Soul Mates doesn’t actually put any weight in the idea of reincarnation. It’s more a device to allow Boshier and Van Vuuren to explore the problems that have pursued humanity throughout the ages. On the grand stage they dedicate episodes to issues like ‘Death and Rebirth’, ‘Creation’ and the life-goal centric ‘Above and Beyond’. But on the smaller scale what’s really under examination is the sorts of problems that pursue human beings no matter what age they live in – exploitative friendships, the clash of relationships, the meaninglessness of work and our struggle with self-delusion. So, ten out of ten to Soul Mates for using satire to draw all of these to our attention, but minus several million for the way it goes about it…
Soul Mates reaches beyond puerile, teenage humour to create a whole new level of offensive television. I had thought that the ABC had established a new low with programs like John Saffran’s Race Relations and Chris Lilley’s Angry Boys; I was wrong. It’s not just that Soul Mates indulges portraying oral sex between naked men, it’s that it attempts to label it humour. But these shock-induced moments are to comedy what gore is to horror. Mere artillery on the senses without any real thinking involved. Soul Mates sets the stage for great insights, but delivers the 21st century equivalent of fart jokes. There’s also several occasions where that irreverence-without-insight is directed at Christianity, including the ‘Tree of Life’ being a designated plant for masturbating on and a prehistoric parody of Jesus’ sacrifice on our behalf involving a goat and a fire:
Sticks: [Eating Rocky’s goat god] “Rocky, your god is delicious!”

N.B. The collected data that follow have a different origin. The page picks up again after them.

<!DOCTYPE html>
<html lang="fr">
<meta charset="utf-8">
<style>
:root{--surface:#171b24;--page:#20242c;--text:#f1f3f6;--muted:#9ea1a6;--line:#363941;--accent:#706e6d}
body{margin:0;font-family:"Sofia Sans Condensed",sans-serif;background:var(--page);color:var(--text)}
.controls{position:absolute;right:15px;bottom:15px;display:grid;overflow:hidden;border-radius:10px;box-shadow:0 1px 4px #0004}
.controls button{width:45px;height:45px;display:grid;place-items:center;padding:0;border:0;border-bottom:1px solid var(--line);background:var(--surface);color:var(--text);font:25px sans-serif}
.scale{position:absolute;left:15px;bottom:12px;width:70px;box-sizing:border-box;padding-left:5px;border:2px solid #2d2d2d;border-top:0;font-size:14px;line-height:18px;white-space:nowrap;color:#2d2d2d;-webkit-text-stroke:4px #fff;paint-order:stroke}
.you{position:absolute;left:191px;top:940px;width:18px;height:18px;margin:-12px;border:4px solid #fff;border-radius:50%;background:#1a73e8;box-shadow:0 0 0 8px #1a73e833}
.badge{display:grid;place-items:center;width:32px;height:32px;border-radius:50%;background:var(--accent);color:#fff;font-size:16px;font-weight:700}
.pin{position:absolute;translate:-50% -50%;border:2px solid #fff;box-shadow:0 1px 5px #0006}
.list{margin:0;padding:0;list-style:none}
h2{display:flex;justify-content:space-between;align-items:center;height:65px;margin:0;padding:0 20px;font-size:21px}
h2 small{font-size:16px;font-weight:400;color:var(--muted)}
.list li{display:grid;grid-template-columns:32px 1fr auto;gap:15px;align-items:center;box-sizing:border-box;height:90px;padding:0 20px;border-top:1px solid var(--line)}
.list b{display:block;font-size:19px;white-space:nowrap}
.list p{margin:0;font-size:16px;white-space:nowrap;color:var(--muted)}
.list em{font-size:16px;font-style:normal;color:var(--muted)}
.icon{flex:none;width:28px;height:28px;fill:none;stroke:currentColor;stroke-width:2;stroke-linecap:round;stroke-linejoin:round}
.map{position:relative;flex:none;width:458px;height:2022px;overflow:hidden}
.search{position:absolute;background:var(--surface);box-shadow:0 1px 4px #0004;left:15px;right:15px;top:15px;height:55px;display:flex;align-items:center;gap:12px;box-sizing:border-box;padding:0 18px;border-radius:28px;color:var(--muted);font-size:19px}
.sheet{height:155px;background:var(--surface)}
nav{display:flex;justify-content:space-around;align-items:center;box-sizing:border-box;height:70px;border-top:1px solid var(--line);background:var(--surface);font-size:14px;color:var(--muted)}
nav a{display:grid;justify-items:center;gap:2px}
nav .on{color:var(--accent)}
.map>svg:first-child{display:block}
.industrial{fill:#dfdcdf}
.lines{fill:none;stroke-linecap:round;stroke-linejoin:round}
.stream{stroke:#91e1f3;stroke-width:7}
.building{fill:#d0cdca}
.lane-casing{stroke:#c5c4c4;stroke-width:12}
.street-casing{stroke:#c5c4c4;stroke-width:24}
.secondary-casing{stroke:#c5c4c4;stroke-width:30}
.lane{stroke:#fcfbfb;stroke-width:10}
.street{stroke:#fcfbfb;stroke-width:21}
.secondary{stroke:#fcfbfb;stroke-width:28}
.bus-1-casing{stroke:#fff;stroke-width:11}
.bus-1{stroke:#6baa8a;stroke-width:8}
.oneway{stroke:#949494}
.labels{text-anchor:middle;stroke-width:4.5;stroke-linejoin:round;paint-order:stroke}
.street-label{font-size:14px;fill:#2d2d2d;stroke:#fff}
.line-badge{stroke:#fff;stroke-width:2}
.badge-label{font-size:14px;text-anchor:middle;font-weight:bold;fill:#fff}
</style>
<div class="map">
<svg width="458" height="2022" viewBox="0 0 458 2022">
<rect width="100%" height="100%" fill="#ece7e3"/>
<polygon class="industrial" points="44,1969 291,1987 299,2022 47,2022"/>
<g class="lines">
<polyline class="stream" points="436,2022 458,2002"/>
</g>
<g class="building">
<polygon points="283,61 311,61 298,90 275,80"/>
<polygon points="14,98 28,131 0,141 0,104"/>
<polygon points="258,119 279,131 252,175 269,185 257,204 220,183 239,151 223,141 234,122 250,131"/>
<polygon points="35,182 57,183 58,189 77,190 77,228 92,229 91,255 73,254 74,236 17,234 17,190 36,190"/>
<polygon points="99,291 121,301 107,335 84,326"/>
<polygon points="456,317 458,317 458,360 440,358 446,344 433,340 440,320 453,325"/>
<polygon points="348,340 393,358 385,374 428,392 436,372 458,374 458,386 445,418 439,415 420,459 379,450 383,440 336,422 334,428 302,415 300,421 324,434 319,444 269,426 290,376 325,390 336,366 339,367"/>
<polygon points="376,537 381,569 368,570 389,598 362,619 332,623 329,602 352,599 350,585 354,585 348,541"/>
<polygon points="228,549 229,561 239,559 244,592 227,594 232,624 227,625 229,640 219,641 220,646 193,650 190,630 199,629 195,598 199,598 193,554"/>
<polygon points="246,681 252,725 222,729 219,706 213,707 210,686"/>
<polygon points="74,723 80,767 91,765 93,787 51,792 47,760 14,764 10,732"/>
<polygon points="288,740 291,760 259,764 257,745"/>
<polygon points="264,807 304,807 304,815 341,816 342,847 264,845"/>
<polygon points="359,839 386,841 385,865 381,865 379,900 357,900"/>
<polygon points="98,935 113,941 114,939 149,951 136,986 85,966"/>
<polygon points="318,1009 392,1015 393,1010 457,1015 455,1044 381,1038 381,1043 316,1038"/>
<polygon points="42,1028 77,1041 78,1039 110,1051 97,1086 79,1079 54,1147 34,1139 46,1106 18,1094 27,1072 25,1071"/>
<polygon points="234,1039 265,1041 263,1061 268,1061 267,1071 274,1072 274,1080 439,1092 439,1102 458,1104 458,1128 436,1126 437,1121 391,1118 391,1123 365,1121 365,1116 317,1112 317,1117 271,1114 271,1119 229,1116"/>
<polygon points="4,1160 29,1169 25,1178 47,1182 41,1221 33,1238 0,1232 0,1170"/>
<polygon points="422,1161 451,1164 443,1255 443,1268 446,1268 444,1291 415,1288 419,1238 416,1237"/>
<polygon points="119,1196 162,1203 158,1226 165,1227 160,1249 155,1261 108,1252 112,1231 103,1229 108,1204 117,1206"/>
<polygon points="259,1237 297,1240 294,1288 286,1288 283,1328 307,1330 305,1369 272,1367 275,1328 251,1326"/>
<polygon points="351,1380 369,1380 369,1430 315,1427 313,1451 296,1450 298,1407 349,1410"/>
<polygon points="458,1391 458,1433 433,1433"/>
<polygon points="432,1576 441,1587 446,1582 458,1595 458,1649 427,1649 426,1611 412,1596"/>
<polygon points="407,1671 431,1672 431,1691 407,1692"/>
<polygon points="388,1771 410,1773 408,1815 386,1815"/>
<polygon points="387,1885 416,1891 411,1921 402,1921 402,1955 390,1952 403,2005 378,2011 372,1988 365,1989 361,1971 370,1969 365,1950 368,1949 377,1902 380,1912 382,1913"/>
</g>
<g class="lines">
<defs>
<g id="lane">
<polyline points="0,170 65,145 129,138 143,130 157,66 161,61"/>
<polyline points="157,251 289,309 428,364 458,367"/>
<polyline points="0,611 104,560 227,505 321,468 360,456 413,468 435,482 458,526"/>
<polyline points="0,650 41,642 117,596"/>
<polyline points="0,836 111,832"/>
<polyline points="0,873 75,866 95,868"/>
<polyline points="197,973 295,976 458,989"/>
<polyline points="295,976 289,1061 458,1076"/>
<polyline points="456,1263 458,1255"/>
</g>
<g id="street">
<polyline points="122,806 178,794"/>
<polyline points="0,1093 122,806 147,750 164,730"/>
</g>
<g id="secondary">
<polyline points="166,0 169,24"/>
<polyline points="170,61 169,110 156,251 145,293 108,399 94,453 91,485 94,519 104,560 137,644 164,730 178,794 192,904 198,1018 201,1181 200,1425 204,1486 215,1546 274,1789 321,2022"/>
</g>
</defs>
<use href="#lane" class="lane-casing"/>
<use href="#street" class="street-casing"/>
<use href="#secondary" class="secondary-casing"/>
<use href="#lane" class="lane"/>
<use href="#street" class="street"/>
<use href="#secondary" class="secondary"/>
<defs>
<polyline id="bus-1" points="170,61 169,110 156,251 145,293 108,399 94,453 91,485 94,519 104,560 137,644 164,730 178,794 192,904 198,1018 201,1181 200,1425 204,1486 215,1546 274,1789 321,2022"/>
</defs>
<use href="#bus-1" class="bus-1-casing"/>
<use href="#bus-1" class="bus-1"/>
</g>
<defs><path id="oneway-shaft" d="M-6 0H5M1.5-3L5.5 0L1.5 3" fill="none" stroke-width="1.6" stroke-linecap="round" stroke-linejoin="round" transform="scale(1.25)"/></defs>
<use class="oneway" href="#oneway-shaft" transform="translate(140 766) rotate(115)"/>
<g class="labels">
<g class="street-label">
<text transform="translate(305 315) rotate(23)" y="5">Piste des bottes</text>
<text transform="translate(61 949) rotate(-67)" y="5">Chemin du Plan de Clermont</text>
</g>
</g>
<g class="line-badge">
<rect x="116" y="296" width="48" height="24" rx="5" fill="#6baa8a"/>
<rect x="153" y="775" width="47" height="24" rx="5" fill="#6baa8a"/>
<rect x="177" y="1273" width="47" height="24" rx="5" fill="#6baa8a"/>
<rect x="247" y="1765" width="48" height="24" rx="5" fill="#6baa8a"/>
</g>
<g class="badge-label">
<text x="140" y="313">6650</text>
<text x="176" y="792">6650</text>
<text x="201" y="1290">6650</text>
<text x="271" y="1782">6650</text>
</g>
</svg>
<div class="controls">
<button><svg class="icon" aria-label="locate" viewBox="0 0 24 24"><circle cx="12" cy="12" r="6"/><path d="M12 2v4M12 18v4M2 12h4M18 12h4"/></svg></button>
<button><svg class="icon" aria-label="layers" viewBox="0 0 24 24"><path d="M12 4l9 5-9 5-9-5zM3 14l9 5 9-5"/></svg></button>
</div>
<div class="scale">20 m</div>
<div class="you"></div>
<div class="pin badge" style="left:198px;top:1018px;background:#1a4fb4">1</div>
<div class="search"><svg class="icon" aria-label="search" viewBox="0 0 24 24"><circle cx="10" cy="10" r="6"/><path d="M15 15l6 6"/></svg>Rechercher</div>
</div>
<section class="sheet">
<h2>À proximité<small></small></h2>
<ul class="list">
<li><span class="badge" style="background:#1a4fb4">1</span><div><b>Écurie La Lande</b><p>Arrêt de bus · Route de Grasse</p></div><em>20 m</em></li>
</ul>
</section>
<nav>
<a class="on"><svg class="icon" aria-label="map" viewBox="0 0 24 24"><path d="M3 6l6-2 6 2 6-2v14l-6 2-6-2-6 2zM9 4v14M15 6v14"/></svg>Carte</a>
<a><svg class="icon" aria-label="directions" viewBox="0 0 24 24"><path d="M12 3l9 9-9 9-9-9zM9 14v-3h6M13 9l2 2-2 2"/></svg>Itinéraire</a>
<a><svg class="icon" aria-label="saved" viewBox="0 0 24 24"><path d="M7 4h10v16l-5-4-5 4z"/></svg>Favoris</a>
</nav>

Rocky: “Yeah – and he gave his life so that we could be fulfilled!”
Sticks: “And I am so fulfilled!”
As hokey as this warning might sound, God is unlikely to forget laughter at this sort of joke.
Did I begin this review by reflecting on how much it would sound like a report card? Then let me finish by writing, “Nick and Christian show real potential but need to work harder. Their delight in each other’s company is in real danger of spoiling their work 2/5.”